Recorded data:
((
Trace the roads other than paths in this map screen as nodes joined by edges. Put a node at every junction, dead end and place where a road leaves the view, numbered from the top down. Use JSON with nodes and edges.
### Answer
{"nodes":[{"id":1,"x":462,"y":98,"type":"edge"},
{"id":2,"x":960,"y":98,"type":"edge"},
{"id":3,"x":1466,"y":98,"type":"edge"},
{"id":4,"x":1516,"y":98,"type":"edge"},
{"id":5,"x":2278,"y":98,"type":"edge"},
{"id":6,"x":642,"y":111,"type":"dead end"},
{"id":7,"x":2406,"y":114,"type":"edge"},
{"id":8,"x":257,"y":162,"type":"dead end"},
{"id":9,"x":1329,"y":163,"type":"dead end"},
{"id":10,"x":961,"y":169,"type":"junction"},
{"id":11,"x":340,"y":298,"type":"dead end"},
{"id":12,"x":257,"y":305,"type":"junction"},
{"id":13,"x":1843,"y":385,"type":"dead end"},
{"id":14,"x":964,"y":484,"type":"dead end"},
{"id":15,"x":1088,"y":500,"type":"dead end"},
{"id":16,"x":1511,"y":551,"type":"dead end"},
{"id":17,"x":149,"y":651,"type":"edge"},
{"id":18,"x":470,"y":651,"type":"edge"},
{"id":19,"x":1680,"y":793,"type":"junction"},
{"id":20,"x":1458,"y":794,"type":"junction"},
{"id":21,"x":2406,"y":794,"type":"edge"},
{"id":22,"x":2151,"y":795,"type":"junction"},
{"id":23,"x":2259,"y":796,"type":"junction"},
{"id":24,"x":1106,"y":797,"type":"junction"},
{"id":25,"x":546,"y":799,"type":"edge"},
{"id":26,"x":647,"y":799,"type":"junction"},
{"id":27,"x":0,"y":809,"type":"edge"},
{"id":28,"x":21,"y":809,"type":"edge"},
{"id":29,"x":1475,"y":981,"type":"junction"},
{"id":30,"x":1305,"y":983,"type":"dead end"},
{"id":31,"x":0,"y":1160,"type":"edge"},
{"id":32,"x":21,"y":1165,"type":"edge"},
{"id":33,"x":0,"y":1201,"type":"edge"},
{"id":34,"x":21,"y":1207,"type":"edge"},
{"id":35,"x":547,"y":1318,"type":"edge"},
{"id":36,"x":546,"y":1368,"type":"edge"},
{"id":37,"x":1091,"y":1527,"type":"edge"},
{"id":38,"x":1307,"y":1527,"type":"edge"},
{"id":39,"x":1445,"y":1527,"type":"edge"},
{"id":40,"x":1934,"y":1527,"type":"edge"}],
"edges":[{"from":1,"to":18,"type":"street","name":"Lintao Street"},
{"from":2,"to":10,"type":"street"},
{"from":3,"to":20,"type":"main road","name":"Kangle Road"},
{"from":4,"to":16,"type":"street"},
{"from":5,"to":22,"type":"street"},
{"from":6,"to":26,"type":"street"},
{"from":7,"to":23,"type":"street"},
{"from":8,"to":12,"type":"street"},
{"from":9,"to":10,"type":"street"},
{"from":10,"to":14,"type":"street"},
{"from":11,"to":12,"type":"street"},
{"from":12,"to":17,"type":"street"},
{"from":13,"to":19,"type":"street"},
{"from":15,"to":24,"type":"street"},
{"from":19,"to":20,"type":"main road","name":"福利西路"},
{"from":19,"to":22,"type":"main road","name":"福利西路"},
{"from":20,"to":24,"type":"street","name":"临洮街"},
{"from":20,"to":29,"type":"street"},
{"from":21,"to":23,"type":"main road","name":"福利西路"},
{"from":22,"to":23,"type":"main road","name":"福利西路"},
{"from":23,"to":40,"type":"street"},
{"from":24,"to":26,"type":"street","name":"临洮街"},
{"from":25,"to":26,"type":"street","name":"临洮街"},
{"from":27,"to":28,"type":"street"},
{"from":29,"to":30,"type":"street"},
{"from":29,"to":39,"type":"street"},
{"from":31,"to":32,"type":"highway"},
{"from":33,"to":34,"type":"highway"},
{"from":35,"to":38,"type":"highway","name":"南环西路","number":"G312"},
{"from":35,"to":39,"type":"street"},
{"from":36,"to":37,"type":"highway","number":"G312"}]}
))
#### Exercise objective:
Please output the complete data exactly.

#### Reply:
Trace the roads other than paths in this map screen as nodes joined by edges. Put a node at every junction, dead end and place where a road leaves the view, numbered from the top down. Use JSON with nodes and edges.
### Answer
{"nodes":[{"id":1,"x":462,"y":98,"type":"edge"},
{"id":2,"x":960,"y":98,"type":"edge"},
{"id":3,"x":1466,"y":98,"type":"edge"},
{"id":4,"x":1516,"y":98,"type":"edge"},
{"id":5,"x":2278,"y":98,"type":"edge"},
{"id":6,"x":642,"y":111,"type":"dead end"},
{"id":7,"x":2406,"y":114,"type":"edge"},
{"id":8,"x":257,"y":162,"type":"dead end"},
{"id":9,"x":1329,"y":163,"type":"dead end"},
{"id":10,"x":961,"y":169,"type":"junction"},
{"id":11,"x":340,"y":298,"type":"dead end"},
{"id":12,"x":257,"y":305,"type":"junction"},
{"id":13,"x":1843,"y":385,"type":"dead end"},
{"id":14,"x":964,"y":484,"type":"dead end"},
{"id":15,"x":1088,"y":500,"type":"dead end"},
{"id":16,"x":1511,"y":551,"type":"dead end"},
{"id":17,"x":149,"y":651,"type":"edge"},
{"id":18,"x":470,"y":651,"type":"edge"},
{"id":19,"x":1680,"y":793,"type":"junction"},
{"id":20,"x":1458,"y":794,"type":"junction"},
{"id":21,"x":2406,"y":794,"type":"edge"},
{"id":22,"x":2151,"y":795,"type":"junction"},
{"id":23,"x":2259,"y":796,"type":"junction"},
{"id":24,"x":1106,"y":797,"type":"junction"},
{"id":25,"x":546,"y":799,"type":"edge"},
{"id":26,"x":647,"y":799,"type":"junction"},
{"id":27,"x":0,"y":809,"type":"edge"},
{"id":28,"x":21,"y":809,"type":"edge"},
{"id":29,"x":1475,"y":981,"type":"junction"},
{"id":30,"x":1305,"y":983,"type":"dead end"},
{"id":31,"x":0,"y":1160,"type":"edge"},
{"id":32,"x":21,"y":1165,"type":"edge"},
{"id":33,"x":0,"y":1201,"type":"edge"},
{"id":34,"x":21,"y":1207,"type":"edge"},
{"id":35,"x":547,"y":1318,"type":"edge"},
{"id":36,"x":546,"y":1368,"type":"edge"},
{"id":37,"x":1091,"y":1527,"type":"edge"},
{"id":38,"x":1307,"y":1527,"type":"edge"},
{"id":39,"x":1445,"y":1527,"type":"edge"},
{"id":40,"x":1934,"y":1527,"type":"edge"}],
"edges":[{"from":1,"to":18,"type":"street","name":"Lintao Street"},
{"from":2,"to":10,"type":"street"},
{"from":3,"to":20,"type":"main road","name":"Kangle Road"},
{"from":4,"to":16,"type":"street"},
{"from":5,"to":22,"type":"street"},
{"from":6,"to":26,"type":"street"},
{"from":7,"to":23,"type":"street"},
{"from":8,"to":12,"type":"street"},
{"from":9,"to":10,"type":"street"},
{"from":10,"to":14,"type":"street"},
{"from":11,"to":12,"type":"street"},
{"from":12,"to":17,"type":"street"},
{"from":13,"to":19,"type":"street"},
{"from":15,"to":24,"type":"street"},
{"from":19,"to":20,"type":"main road","name":"福利西路"},
{"from":19,"to":22,"type":"main road","name":"福利西路"},
{"from":20,"to":24,"type":"street","name":"临洮街"},
{"from":20,"to":29,"type":"street"},
{"from":21,"to":23,"type":"main road","name":"福利西路"},
{"from":22,"to":23,"type":"main road","name":"福利西路"},
{"from":23,"to":40,"type":"street"},
{"from":24,"to":26,"type":"street","name":"临洮街"},
{"from":25,"to":26,"type":"street","name":"临洮街"},
{"from":27,"to":28,"type":"street"},
{"from":29,"to":30,"type":"street"},
{"from":29,"to":39,"type":"street"},
{"from":31,"to":32,"type":"highway"},
{"from":33,"to":34,"type":"highway"},
{"from":35,"to":38,"type":"highway","name":"南环西路","number":"G312"},
{"from":35,"to":39,"type":"street"},
{"from":36,"to":37,"type":"highway","number":"G312"}]}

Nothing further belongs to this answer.